--- THE RECORDS ---
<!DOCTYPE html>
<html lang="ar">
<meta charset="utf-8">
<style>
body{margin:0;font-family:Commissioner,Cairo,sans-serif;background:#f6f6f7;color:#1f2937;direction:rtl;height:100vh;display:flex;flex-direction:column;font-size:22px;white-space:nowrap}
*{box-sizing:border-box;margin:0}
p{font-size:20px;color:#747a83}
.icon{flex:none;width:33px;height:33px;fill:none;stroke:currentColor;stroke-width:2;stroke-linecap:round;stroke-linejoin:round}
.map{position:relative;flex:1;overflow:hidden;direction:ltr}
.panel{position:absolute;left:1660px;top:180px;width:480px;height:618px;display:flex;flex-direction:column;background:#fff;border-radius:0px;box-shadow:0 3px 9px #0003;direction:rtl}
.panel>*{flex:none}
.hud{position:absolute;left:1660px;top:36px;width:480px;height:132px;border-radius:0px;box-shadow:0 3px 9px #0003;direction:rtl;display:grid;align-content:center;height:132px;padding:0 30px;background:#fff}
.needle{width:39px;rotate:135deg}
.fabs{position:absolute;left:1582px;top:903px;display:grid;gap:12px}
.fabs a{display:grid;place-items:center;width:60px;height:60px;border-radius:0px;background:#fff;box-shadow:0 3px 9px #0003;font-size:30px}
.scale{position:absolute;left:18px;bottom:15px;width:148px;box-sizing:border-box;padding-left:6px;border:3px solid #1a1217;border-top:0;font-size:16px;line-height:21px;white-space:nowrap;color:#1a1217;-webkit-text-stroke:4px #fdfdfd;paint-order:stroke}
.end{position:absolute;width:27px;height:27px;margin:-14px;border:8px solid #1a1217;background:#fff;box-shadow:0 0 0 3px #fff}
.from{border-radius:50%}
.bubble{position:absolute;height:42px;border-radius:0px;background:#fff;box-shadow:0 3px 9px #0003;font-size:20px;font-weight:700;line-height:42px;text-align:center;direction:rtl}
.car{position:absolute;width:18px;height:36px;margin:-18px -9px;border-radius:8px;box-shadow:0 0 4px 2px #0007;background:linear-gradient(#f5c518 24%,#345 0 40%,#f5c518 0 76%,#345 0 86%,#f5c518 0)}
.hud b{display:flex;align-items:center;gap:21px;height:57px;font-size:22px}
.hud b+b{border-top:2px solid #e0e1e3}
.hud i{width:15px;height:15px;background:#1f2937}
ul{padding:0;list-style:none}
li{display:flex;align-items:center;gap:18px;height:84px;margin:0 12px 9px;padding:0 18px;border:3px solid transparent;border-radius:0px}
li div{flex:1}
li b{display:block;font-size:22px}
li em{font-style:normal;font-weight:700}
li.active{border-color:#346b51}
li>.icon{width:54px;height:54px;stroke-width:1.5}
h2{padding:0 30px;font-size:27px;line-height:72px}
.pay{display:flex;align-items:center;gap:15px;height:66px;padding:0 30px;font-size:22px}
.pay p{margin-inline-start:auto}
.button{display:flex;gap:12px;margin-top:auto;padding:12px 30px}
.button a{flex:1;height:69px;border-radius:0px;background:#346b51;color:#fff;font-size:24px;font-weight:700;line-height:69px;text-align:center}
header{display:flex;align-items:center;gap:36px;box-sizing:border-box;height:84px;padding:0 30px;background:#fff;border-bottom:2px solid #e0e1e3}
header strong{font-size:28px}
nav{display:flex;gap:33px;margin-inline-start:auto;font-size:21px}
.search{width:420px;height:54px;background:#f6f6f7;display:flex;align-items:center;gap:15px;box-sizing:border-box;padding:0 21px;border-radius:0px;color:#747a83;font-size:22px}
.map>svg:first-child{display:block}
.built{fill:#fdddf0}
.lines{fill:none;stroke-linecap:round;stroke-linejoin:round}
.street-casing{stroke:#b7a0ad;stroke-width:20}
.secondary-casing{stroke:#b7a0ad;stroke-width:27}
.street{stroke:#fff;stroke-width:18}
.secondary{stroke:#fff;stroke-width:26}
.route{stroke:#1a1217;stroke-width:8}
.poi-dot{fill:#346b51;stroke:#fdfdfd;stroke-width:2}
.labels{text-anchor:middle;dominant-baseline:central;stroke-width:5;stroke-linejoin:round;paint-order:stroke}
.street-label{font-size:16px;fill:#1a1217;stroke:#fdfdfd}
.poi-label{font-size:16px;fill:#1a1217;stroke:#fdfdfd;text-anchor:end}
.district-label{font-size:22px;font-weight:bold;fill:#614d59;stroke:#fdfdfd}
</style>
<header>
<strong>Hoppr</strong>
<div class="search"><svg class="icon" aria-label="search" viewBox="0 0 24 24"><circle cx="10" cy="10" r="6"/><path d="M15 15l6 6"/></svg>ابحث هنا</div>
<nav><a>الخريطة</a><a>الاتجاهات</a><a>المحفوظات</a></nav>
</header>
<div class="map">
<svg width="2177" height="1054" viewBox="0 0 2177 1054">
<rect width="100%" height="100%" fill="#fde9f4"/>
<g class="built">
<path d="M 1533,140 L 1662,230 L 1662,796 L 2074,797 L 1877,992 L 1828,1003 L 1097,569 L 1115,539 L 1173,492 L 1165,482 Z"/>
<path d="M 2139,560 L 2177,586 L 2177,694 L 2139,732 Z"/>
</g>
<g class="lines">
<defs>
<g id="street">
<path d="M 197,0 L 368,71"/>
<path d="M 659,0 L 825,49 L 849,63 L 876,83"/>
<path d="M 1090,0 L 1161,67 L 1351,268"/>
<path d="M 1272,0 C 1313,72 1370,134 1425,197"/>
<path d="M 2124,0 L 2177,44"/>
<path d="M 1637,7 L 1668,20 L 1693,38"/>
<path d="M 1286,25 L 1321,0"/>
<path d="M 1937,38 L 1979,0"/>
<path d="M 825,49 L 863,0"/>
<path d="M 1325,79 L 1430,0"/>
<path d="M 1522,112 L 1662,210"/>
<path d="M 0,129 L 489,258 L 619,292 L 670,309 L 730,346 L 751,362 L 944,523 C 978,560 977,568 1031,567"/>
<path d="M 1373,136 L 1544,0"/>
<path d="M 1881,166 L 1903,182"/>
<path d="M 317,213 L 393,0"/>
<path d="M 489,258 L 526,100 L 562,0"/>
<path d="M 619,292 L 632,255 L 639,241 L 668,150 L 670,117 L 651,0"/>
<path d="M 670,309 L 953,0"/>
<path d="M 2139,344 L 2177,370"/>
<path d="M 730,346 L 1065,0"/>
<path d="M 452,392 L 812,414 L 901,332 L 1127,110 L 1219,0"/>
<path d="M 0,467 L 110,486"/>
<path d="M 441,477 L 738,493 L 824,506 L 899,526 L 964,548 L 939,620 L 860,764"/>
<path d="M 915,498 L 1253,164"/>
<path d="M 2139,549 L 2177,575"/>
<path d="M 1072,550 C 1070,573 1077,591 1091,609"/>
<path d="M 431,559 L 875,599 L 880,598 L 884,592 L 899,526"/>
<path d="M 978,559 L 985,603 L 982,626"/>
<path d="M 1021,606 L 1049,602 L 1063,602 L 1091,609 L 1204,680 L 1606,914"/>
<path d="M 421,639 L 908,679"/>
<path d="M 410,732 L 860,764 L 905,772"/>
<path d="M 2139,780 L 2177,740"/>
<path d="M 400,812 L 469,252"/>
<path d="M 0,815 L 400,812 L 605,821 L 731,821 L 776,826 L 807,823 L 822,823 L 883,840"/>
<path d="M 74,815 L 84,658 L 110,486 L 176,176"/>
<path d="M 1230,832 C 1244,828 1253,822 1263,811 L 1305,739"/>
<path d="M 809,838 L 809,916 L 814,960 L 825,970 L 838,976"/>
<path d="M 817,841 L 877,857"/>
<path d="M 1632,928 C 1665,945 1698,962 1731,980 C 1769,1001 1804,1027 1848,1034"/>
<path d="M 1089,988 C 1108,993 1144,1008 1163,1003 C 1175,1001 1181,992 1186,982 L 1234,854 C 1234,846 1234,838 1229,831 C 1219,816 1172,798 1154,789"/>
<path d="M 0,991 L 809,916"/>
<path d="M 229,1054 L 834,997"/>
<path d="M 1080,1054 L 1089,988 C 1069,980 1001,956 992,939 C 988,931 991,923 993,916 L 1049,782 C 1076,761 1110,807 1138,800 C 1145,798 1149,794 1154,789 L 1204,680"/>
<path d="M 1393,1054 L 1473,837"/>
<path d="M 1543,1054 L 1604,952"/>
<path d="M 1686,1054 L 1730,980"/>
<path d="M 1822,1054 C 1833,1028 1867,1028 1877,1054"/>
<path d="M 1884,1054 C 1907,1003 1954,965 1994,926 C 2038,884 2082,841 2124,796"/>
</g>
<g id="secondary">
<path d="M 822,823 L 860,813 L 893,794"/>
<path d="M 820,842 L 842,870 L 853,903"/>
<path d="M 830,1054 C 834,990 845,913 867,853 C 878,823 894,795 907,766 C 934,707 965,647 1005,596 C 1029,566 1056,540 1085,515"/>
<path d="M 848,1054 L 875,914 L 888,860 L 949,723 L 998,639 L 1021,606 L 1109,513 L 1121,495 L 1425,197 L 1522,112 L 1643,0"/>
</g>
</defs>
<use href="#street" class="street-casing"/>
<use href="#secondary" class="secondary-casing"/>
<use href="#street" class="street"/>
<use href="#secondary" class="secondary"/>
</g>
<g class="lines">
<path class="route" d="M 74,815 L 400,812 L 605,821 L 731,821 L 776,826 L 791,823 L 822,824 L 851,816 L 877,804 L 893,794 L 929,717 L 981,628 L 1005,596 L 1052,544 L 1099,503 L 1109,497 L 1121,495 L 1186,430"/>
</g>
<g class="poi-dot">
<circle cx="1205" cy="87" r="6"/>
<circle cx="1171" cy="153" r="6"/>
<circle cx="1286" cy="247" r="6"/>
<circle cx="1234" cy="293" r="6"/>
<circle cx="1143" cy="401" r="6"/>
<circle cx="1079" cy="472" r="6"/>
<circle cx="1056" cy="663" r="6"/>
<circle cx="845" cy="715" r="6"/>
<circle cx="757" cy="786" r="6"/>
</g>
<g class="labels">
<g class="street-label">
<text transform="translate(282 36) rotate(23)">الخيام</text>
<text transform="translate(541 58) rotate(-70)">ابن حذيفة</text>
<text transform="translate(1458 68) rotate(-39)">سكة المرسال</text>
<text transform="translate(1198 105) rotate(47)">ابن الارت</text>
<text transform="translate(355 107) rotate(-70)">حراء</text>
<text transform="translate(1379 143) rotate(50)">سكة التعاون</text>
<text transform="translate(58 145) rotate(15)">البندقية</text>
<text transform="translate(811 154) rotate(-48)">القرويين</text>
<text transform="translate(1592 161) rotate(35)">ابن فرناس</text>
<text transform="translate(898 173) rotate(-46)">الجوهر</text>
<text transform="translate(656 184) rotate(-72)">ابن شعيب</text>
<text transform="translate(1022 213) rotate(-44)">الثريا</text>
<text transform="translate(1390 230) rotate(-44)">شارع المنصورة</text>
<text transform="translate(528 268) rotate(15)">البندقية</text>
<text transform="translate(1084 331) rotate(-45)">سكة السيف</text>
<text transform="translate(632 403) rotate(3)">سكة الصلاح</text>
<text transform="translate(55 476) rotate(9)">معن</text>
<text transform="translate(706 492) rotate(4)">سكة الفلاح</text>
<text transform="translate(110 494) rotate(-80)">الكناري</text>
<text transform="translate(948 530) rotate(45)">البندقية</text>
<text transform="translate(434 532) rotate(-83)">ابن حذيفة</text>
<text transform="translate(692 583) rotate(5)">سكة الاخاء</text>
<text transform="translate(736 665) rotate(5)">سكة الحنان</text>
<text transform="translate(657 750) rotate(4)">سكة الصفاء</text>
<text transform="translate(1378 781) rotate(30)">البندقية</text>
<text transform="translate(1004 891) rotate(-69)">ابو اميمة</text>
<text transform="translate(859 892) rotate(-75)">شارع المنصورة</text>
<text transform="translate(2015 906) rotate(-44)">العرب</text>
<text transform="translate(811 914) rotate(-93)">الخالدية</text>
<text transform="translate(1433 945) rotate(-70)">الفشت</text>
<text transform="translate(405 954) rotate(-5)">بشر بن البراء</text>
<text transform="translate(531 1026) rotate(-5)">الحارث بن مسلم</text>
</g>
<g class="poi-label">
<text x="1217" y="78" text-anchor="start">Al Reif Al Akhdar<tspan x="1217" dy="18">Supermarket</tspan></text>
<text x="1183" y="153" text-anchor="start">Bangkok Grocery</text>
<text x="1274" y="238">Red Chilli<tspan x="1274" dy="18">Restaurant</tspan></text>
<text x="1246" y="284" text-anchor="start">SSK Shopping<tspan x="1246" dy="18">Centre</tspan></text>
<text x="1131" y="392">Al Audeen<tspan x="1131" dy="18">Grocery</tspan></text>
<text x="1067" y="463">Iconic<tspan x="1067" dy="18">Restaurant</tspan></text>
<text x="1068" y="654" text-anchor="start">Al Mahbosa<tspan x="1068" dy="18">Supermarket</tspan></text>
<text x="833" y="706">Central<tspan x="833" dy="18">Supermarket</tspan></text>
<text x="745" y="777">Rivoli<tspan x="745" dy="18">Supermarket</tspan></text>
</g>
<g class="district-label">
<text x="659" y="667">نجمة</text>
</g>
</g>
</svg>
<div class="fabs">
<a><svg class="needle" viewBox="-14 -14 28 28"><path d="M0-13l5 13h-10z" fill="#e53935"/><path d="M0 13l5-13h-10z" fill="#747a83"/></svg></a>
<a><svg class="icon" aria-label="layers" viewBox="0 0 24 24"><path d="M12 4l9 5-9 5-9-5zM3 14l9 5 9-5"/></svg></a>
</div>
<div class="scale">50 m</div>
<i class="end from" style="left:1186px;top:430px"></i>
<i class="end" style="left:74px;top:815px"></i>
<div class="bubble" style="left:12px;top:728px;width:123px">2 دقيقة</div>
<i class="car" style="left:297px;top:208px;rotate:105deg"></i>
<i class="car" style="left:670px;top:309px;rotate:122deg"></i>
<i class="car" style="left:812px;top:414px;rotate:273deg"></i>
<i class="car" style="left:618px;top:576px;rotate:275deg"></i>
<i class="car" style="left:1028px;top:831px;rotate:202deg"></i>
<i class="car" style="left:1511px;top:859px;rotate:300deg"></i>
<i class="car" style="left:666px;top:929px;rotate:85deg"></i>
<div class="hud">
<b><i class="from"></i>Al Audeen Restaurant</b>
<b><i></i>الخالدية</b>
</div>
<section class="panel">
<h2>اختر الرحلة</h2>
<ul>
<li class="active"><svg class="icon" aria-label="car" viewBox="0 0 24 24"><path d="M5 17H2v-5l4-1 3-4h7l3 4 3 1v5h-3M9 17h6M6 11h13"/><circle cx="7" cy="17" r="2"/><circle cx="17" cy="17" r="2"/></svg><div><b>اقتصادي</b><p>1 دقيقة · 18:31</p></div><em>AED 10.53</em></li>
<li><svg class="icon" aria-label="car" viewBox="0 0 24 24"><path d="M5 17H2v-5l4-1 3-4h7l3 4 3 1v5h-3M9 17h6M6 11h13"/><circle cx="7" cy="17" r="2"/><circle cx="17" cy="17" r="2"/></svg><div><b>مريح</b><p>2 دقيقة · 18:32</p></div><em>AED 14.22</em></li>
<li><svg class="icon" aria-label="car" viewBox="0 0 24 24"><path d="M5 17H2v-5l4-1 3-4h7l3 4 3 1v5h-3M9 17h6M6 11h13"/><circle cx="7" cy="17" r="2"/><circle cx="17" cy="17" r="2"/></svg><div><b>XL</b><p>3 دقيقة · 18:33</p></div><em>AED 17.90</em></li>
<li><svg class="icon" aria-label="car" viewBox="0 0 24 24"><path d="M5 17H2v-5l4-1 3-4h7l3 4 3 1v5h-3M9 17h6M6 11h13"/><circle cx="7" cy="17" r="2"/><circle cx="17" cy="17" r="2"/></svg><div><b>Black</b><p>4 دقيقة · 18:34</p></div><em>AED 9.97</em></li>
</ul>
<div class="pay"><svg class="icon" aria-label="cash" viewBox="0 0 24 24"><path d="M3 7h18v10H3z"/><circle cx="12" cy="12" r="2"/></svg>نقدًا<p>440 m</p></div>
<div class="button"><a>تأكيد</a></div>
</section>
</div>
---
▶ _WHAT NEEDS TO BE DONE_:
All lines from the one with "دقيقة · 18:31</p></div><em>AED 10.53</em></li>" through the final line above are to be quoted exactly; quote no other line.

▶ _EXPECTED ANSWER_:
<li class="active"><svg class="icon" aria-label="car" viewBox="0 0 24 24"><path d="M5 17H2v-5l4-1 3-4h7l3 4 3 1v5h-3M9 17h6M6 11h13"/><circle cx="7" cy="17" r="2"/><circle cx="17" cy="17" r="2"/></svg><div><b>اقتصادي</b><p>1 دقيقة · 18:31</p></div><em>AED 10.53</em></li>
<li><svg class="icon" aria-label="car" viewBox="0 0 24 24"><path d="M5 17H2v-5l4-1 3-4h7l3 4 3 1v5h-3M9 17h6M6 11h13"/><circle cx="7" cy="17" r="2"/><circle cx="17" cy="17" r="2"/></svg><div><b>مريح</b><p>2 دقيقة · 18:32</p></div><em>AED 14.22</em></li>
<li><svg class="icon" aria-label="car" viewBox="0 0 24 24"><path d="M5 17H2v-5l4-1 3-4h7l3 4 3 1v5h-3M9 17h6M6 11h13"/><circle cx="7" cy="17" r="2"/><circle cx="17" cy="17" r="2"/></svg><div><b>XL</b><p>3 دقيقة · 18:33</p></div><em>AED 17.90</em></li>
<li><svg class="icon" aria-label="car" viewBox="0 0 24 24"><path d="M5 17H2v-5l4-1 3-4h7l3 4 3 1v5h-3M9 17h6M6 11h13"/><circle cx="7" cy="17" r="2"/><circle cx="17" cy="17" r="2"/></svg><div><b>Black</b><p>4 دقيقة · 18:34</p></div><em>AED 9.97</em></li>
</ul>
<div class="pay"><svg class="icon" aria-label="cash" viewBox="0 0 24 24"><path d="M3 7h18v10H3z"/><circle cx="12" cy="12" r="2"/></svg>نقدًا<p>440 m</p></div>
<div class="button"><a>تأكيد</a></div>
</section>
</div>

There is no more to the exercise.